OSU seeking new ways to manage pests

Scientists at Ohio State University are in a multi-year research project to find ways to help growers, producers and just about any Ohioan who has a problem with pests find sustainable and ecological ways to manage them.

Because of a renewed three-year, $750,000 grant from the U.S. Department of Agriculture’s National Institute of Food and Agriculture, experts from Ohio State, Ohio State University Extension and the Ohio State Integrated Pest Management program are researching sustainable ways to manage pests and help people use methods that minimize environmental, health and economic risks.

From farms, vineyards and orchards to schools, nursing homes and consumers’ homes, lawns or gardens, the IPM program works to find sound, economical ways to help people deal with pests, said Joe Kovach, director of the IPM program and a professor of entomology.

Those pests can include weeds, disease, insects and vertebrates such as deer and rabbits, basically anything that can attack people, their homes or their crops.

“We want to encourage collaboration and innovation to solve the pest management problems Ohioans have,” Kovach said. “Our goal is to improve Ohioans’ knowledge about pests.”

USDA’s NIFA grant allows researchers to focus on the following six areas:

• Agronomic crops: researchers are studying soybeans in southeast Ohio to determine why yields in that area of the state are lower than yields in other parts of the state.
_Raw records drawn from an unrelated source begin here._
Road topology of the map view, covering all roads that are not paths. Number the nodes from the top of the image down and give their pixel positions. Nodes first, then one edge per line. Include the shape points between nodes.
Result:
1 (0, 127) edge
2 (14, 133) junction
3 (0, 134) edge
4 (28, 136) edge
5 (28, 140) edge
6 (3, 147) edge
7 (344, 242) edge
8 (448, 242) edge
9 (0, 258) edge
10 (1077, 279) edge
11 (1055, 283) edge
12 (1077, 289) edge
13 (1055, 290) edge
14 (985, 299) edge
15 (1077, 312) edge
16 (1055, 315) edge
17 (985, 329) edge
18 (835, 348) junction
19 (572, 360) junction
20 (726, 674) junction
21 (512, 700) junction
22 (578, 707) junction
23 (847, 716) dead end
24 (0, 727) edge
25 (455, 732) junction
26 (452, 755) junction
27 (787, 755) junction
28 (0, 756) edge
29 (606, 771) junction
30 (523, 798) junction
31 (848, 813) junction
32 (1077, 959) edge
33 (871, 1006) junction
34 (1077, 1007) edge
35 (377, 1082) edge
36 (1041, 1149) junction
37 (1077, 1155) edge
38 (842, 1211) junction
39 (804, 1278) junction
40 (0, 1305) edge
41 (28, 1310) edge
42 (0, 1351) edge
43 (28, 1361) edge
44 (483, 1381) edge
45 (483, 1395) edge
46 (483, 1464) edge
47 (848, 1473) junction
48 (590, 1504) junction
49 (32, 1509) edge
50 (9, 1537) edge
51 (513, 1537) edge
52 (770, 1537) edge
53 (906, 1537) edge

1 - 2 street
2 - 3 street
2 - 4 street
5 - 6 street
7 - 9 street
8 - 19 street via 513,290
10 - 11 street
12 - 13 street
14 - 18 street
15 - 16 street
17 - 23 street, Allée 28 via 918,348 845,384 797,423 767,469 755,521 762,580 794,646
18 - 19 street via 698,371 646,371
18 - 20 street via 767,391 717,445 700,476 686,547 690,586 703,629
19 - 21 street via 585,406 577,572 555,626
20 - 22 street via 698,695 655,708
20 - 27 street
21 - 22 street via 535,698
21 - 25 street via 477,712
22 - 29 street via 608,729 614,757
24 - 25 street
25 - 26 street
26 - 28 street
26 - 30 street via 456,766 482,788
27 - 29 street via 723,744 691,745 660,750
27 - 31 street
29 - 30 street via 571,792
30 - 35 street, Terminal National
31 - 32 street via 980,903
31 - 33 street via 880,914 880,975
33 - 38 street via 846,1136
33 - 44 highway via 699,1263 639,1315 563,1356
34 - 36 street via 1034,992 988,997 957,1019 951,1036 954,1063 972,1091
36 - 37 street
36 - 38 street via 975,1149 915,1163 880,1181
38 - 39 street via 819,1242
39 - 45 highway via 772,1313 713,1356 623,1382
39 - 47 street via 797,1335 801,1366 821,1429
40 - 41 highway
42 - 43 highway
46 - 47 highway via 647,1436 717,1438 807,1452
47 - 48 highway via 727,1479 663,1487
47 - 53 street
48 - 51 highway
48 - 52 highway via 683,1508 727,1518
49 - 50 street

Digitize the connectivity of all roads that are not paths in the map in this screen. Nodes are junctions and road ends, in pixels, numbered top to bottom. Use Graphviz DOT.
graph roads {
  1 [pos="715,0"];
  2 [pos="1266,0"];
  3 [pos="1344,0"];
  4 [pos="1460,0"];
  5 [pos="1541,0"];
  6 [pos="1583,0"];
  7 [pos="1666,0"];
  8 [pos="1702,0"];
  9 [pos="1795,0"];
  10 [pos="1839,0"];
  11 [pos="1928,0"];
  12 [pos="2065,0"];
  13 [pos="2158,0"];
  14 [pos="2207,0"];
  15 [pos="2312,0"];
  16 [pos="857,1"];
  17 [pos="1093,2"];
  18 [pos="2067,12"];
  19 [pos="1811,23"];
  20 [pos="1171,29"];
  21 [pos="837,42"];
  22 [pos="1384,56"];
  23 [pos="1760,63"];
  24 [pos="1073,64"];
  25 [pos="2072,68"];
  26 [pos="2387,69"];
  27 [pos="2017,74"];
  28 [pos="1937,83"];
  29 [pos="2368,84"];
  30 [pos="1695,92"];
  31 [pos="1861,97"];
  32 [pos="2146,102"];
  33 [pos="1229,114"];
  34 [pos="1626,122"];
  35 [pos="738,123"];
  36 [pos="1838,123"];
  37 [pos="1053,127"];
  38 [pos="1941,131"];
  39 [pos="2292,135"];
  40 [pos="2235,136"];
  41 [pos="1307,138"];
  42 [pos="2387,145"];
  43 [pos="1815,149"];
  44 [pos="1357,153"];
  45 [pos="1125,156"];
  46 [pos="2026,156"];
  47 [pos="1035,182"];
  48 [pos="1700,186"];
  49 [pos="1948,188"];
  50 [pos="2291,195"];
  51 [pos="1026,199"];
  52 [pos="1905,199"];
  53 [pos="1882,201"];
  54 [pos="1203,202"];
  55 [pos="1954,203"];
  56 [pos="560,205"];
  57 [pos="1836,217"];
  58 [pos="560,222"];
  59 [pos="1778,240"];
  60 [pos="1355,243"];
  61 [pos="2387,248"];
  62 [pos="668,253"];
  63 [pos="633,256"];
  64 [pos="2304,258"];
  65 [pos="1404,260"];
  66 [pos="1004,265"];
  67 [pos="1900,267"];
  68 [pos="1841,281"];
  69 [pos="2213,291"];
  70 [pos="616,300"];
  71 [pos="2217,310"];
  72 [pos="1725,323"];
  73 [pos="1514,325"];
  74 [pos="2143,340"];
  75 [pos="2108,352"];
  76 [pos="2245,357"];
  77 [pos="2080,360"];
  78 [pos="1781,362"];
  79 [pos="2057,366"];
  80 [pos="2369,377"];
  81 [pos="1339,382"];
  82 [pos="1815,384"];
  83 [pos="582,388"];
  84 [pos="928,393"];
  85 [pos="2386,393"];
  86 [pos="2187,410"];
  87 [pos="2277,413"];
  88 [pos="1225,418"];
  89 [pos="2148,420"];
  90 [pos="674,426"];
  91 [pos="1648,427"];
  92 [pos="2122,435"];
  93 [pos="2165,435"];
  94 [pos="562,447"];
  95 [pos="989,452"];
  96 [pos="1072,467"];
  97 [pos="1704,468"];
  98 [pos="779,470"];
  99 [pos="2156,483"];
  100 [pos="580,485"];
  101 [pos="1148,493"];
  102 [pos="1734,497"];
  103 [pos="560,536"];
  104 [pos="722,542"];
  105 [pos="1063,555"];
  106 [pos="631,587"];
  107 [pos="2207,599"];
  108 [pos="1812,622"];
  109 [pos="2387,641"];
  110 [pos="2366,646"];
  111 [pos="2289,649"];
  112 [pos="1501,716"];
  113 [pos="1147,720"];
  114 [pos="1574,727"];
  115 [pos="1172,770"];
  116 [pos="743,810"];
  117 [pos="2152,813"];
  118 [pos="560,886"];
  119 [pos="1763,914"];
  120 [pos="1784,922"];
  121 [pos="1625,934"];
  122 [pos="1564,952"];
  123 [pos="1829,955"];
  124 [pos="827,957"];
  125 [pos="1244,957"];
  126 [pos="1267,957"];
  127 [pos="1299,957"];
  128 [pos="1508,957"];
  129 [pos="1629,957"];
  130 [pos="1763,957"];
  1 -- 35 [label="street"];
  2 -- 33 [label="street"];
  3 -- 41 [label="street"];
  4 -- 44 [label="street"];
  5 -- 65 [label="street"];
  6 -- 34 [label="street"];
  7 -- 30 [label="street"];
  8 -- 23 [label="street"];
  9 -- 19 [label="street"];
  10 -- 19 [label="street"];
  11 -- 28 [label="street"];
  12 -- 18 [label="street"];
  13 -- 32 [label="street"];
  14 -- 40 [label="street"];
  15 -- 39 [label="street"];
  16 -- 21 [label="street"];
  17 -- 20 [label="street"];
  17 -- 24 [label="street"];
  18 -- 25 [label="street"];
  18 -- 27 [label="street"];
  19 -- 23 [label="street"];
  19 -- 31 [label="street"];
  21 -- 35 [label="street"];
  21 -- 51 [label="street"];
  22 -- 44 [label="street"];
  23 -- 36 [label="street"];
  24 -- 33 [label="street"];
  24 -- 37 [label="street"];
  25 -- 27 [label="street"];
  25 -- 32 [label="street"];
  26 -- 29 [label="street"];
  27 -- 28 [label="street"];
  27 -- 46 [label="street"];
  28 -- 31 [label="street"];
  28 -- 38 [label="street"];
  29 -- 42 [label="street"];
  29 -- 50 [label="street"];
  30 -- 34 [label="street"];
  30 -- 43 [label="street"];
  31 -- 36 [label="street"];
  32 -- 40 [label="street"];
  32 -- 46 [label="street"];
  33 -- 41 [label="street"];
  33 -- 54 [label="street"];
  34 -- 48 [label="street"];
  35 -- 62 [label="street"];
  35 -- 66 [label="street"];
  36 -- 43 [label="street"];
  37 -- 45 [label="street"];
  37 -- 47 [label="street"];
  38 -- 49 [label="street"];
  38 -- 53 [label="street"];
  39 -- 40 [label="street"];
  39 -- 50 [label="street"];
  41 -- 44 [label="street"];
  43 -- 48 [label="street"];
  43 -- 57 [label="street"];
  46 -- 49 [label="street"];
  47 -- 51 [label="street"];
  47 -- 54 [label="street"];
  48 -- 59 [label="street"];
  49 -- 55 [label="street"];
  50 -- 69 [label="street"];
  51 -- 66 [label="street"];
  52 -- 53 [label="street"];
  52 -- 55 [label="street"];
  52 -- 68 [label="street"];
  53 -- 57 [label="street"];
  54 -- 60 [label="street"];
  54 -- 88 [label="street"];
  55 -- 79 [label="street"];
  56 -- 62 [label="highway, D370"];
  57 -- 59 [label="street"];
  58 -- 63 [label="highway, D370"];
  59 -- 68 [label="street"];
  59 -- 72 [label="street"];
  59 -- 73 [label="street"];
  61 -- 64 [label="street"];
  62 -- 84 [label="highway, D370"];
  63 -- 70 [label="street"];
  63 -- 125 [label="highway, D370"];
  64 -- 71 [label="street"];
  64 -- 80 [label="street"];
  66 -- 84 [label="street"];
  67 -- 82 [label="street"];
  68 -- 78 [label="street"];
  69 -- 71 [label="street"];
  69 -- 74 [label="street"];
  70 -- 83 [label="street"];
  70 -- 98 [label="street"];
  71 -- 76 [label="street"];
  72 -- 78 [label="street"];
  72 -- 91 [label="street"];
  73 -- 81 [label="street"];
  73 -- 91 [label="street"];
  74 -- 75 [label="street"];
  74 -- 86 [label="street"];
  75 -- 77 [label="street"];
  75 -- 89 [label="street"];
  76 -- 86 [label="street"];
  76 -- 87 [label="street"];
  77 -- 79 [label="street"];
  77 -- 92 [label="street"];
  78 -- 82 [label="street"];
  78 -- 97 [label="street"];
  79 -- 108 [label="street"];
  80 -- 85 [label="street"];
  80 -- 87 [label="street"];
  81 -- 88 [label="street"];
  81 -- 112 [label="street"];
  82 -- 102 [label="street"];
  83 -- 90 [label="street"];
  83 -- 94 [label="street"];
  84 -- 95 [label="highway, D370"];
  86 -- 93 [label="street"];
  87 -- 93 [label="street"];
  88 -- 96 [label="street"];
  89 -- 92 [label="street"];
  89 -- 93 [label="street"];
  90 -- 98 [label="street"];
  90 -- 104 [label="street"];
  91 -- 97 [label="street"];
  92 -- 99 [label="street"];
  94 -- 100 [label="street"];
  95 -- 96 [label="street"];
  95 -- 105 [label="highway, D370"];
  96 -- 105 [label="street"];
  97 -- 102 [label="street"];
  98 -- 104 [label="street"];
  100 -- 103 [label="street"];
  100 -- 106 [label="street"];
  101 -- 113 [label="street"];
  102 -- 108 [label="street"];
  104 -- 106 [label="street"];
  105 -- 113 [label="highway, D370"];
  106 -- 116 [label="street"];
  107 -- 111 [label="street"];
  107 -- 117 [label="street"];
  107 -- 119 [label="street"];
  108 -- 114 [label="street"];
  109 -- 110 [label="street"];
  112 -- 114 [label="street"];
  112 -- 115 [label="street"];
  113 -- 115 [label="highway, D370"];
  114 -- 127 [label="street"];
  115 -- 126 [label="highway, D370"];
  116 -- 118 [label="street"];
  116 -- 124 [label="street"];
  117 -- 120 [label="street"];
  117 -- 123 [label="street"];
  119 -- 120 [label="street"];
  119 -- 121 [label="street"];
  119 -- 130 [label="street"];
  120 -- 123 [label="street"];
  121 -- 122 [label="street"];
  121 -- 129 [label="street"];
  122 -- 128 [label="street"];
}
• Consumer/urban: Master Gardener training to help identify biological control agents.

• Specialty crop and urban agriculture: working with vegetable growers to use IPM techniques to reduce reliance on pesticides.

• Conservation partnerships: looking to increase use of IPM techniques by partnering with USDA’s National Resources Conservation Service.

• Pest diagnostics: working to increase remote sensing with video links in the programs’ diagnostic centers to cut down on growers’ travel time.

• Housing IPM: researching bed bugs to determine type and timing of consumer pesticide use.

The goal of the IPM program is to help anyone having a pest management problem, Kovach said.

“Working with OSU faculty, we want to find new and improved ways to help people manage their pests in a more environmentally, sound manner,” he said. “No matter what we do, nature is always going to evolve. There will always be new pests, so we’ll have to adjust our habits, and then nature readjusts, and so we’ll have to continue to readjust.”